The distance between the sensor and hub is changed with time. It has been a random walk during the busy hours inside the University campus building and was repeated 5 times. In some of the walks, transmissions at a particular fixed power level did not deliver any packet at the receiver. Their results are not included in the figures.
Results of Figures 27-31 suggest that there is a significant reduction in the energy expenditure per successful transmission when adaptive power control is used as compared to fixed power transmission.
Figure 27: PSR, Efficiency and energy cost per successful transmission plots based on random walk in University campus. The optimal fixed power level is - 6dBm. The PSR of the adaptive protocol at R 0.5 is higher (97% as compared to 93%). The % efficiency is also better. The adaptive protocol at R 0.5 consumes 30% less power than at the fixed optimal power.
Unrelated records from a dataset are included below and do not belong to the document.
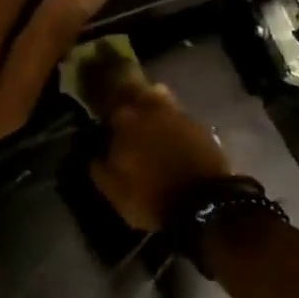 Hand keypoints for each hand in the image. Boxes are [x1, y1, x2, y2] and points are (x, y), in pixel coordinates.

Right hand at [89, 83, 231, 230]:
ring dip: (151, 105)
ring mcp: (179, 116)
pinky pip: (179, 117)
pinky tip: (172, 137)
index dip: (105, 114)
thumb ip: (98, 166)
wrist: (204, 206)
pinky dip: (172, 123)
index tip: (103, 125)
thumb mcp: (113, 191)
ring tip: (149, 122)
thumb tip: (94, 153)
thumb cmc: (150, 197)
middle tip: (124, 114)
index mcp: (125, 122)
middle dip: (127, 97)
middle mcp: (151, 111)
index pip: (107, 105)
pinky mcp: (201, 128)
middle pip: (135, 90)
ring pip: (160, 98) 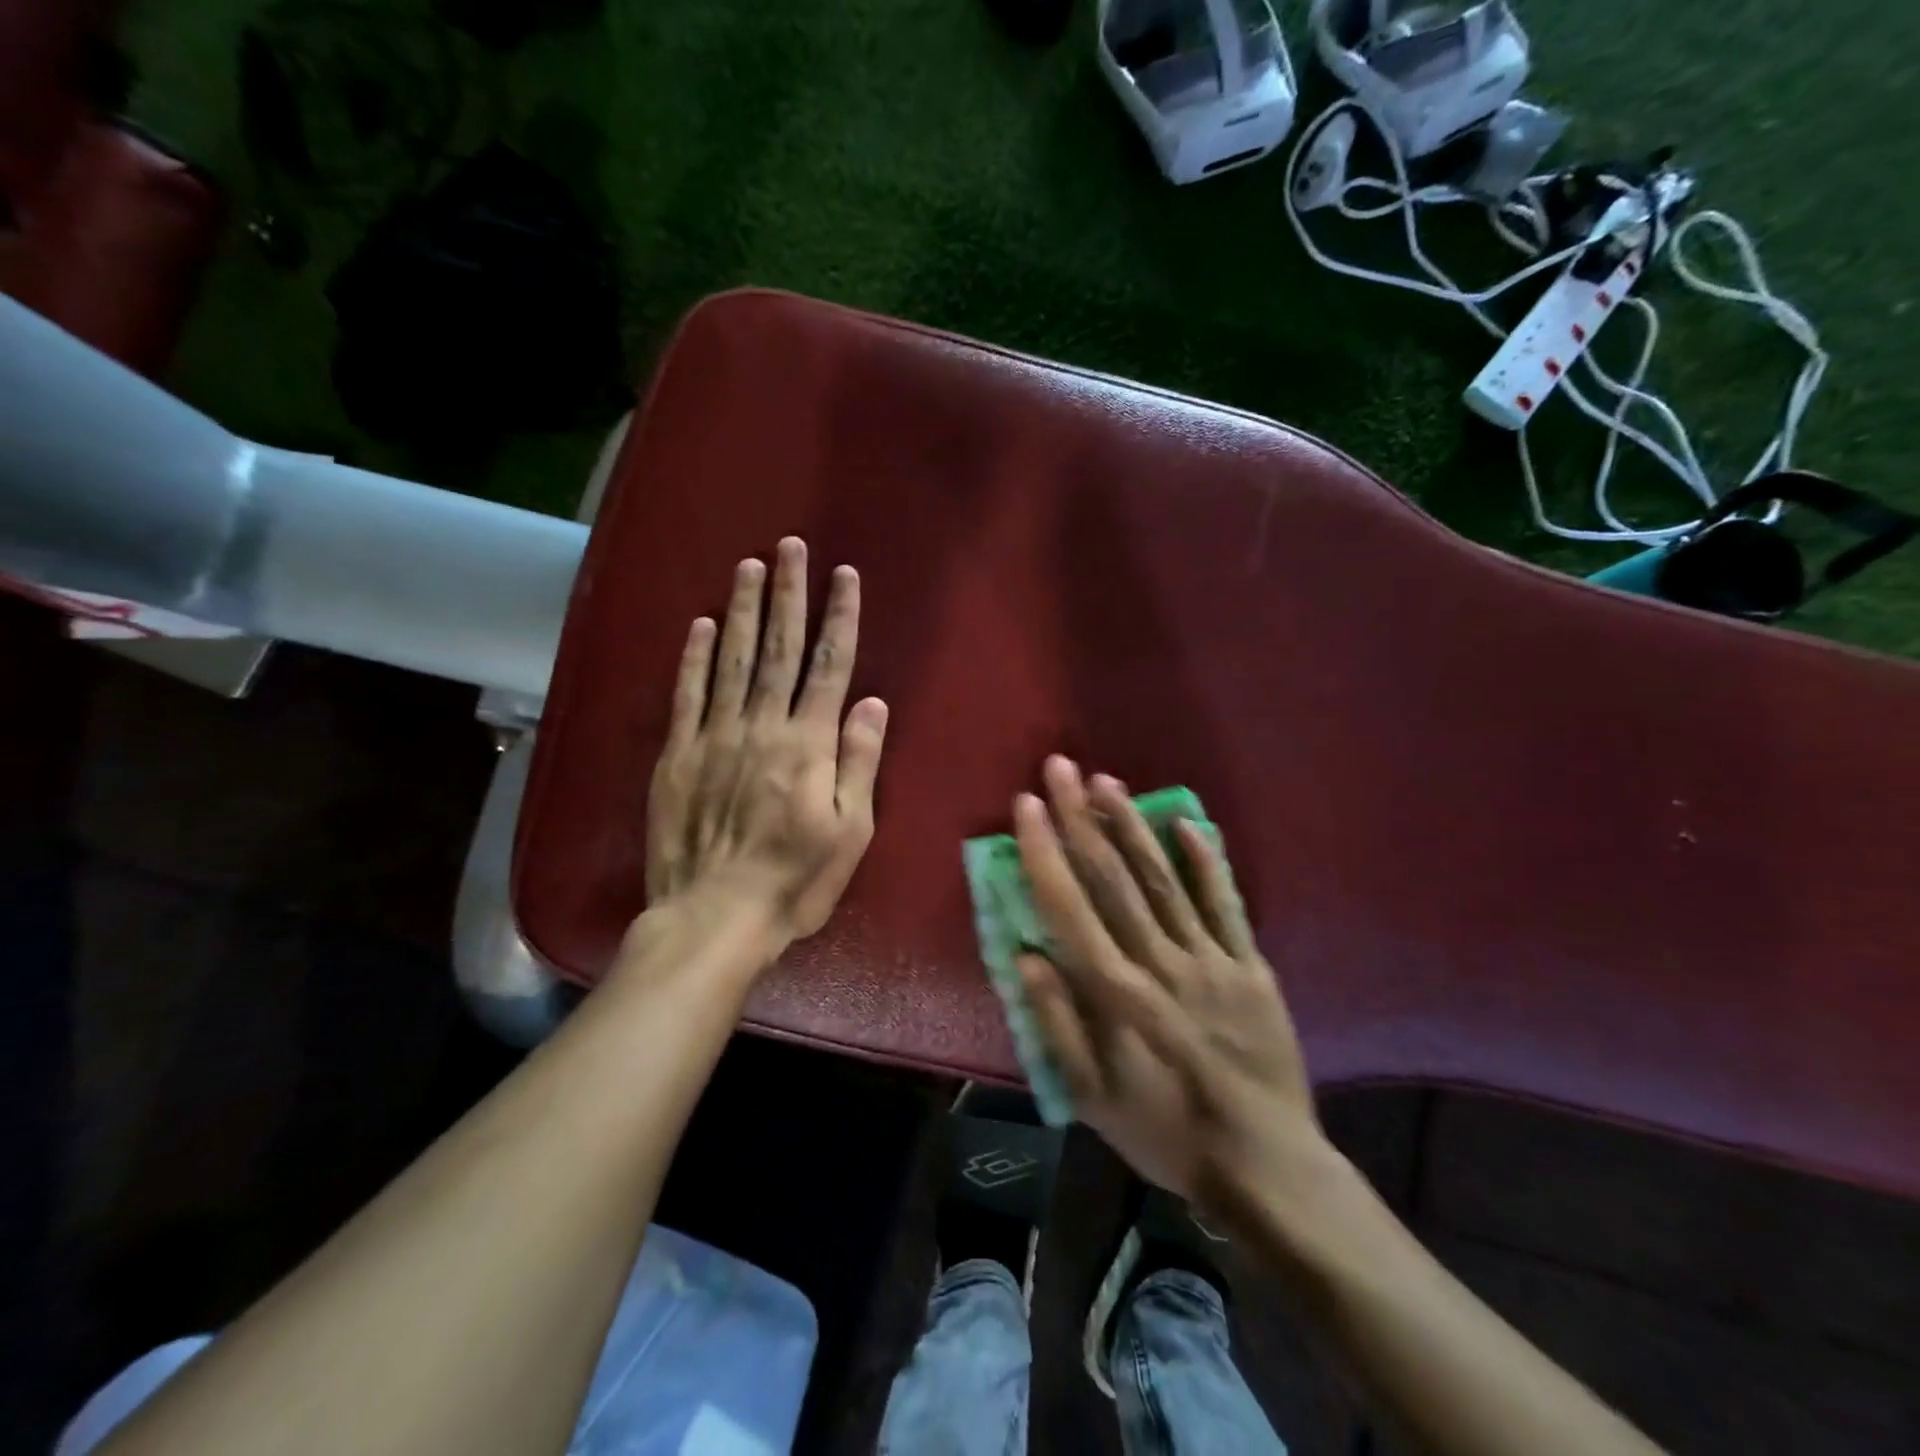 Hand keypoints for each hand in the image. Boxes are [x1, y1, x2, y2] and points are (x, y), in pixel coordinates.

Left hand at [645, 537, 888, 949]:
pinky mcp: (678, 756)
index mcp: (809, 744)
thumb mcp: (850, 831)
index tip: (844, 575)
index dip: (839, 617)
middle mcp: (763, 726)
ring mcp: (716, 737)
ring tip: (748, 567)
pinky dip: (693, 658)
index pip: (830, 666)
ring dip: (742, 611)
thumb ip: (859, 762)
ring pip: (732, 660)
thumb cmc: (796, 880)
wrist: (715, 916)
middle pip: (779, 650)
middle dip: (788, 595)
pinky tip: (700, 625)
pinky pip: (687, 695)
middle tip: (789, 547)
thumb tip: (872, 703)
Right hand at [1014, 757, 1329, 1223]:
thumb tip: (1025, 954)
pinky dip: (1207, 861)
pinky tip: (1187, 822)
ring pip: (1164, 879)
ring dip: (1132, 826)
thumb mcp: (1093, 1097)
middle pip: (1113, 878)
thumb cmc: (1166, 1132)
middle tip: (1061, 768)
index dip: (1045, 852)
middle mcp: (1161, 962)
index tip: (1027, 806)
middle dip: (1081, 818)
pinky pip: (1226, 904)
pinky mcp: (1250, 967)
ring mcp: (1212, 960)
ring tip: (1107, 782)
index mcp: (1117, 994)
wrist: (1267, 1167)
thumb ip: (1057, 1023)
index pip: (1070, 907)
Figure 28: PSR, Efficiency and energy cost per successful transmission plots based on random walk in University campus. The PSRs are comparable at > 93%, the % efficiency values of the adaptive protocol at R 0.5 is much higher than at -6 dBm (77% as compared to 69%). The cost per successful transmission is reduced by 20%
Figure 30: PSR, Efficiency and energy cost per successful transmission plots based on random walk in University campus. The optimal power level is -12 dBm. The PSR values are comparable at greater than 95%. However, the % efficiency value of adaptive protocol at R 0.5 is much greater than at -12 dBm (95% as compared to 82%). The energy consumption per successful transmission is 20% less than when fixed power is used.
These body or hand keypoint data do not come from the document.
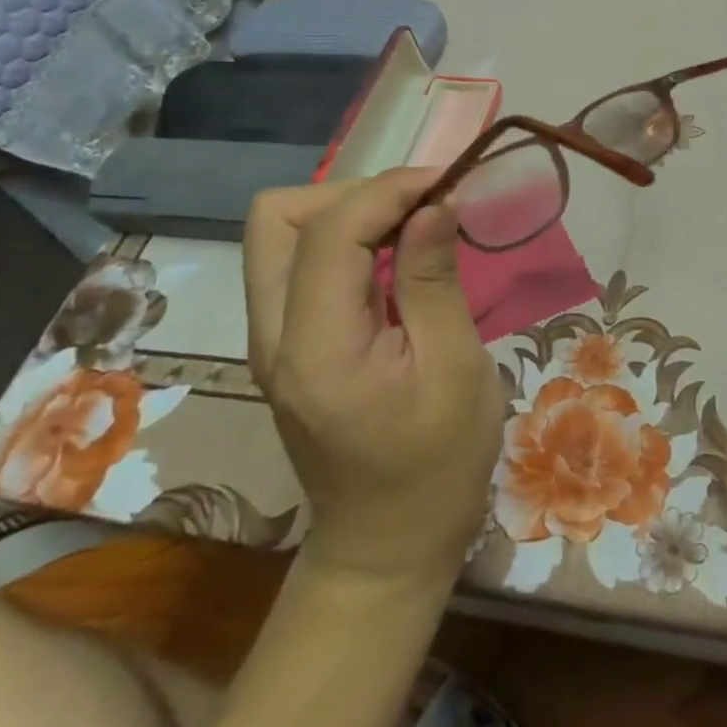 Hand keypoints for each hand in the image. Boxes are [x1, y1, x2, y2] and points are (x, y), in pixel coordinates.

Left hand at [243, 169, 504, 586]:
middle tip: (418, 208)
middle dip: (352, 194)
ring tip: (410, 225)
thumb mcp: (455, 368)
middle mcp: (273, 335)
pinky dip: (345, 239)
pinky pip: (298, 263)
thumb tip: (434, 203)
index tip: (447, 183)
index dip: (388, 189)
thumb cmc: (438, 462)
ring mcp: (271, 341)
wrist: (388, 543)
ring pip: (280, 235)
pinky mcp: (286, 345)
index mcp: (316, 347)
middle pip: (276, 218)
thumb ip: (433, 279)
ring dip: (346, 212)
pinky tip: (393, 255)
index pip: (328, 230)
Figure 31: PSR, Efficiency and energy cost per successful transmission plots based on random walk in University campus. The optimal power level is 0 dBm. The PSR values are comparable (~97%), the % efficiency values are the same at 80%. While there is a reduction of more than 30% in cost when adaptive protocol at R 0.5 is used.
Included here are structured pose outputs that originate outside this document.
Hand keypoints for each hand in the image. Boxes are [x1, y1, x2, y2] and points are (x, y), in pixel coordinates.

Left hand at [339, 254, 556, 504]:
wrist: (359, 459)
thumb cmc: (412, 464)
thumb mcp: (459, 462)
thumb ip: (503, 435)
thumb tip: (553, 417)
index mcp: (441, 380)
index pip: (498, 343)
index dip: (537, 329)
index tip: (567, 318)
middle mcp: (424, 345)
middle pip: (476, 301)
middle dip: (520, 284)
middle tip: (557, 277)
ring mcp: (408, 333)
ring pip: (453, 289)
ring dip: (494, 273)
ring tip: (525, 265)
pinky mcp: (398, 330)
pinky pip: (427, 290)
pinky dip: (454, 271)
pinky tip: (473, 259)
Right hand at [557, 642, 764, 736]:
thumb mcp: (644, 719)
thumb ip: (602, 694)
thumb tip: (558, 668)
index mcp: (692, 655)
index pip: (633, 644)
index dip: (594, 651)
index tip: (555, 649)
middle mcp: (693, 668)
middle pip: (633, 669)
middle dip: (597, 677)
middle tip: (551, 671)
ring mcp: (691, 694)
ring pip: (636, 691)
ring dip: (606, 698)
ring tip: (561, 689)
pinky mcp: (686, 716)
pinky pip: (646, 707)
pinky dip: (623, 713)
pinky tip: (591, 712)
The results based on practical experiments are promising and demonstrates the usefulness of employing power control to achieve energy efficiency when sensor nodes are mobile. The advantage of the adaptive protocol is that it does not uses RSSI values for packet transmission. There are two distinct sections in the adaptive algorithm. One section guides the system to move up in the state when channel condition deteriorates so that high output power is required. The other section set the rule for dropping-off to a lower state using back-off algorithm. It is able to counter link quality changes that are transient or long term. The proper choice of the drop-off parameter R can optimize energy efficiency. The experimental results indicate that the optimal energy consumption can be achieved if the R value is set at a value between 0.5 and 0.1. However, the simulation values suggest that the optimal energy consumption is achieved when R is set at around 0.05. This is based on the five random walks that were used in the simulation. Simulation results gave the preliminary indication that the adaptive protocol can help in saving energy. The simulations have their limitations because they are conducted in controlled environment. All the experiments were conducted both during the busy and non-busy hour of the University. Therefore the radio environment is not typically controlled. Rather, the radio link is more dynamic, both temporally and spatially. The adaptive protocol is designed in such a fashion that it can squeeze in every opportunity to save energy.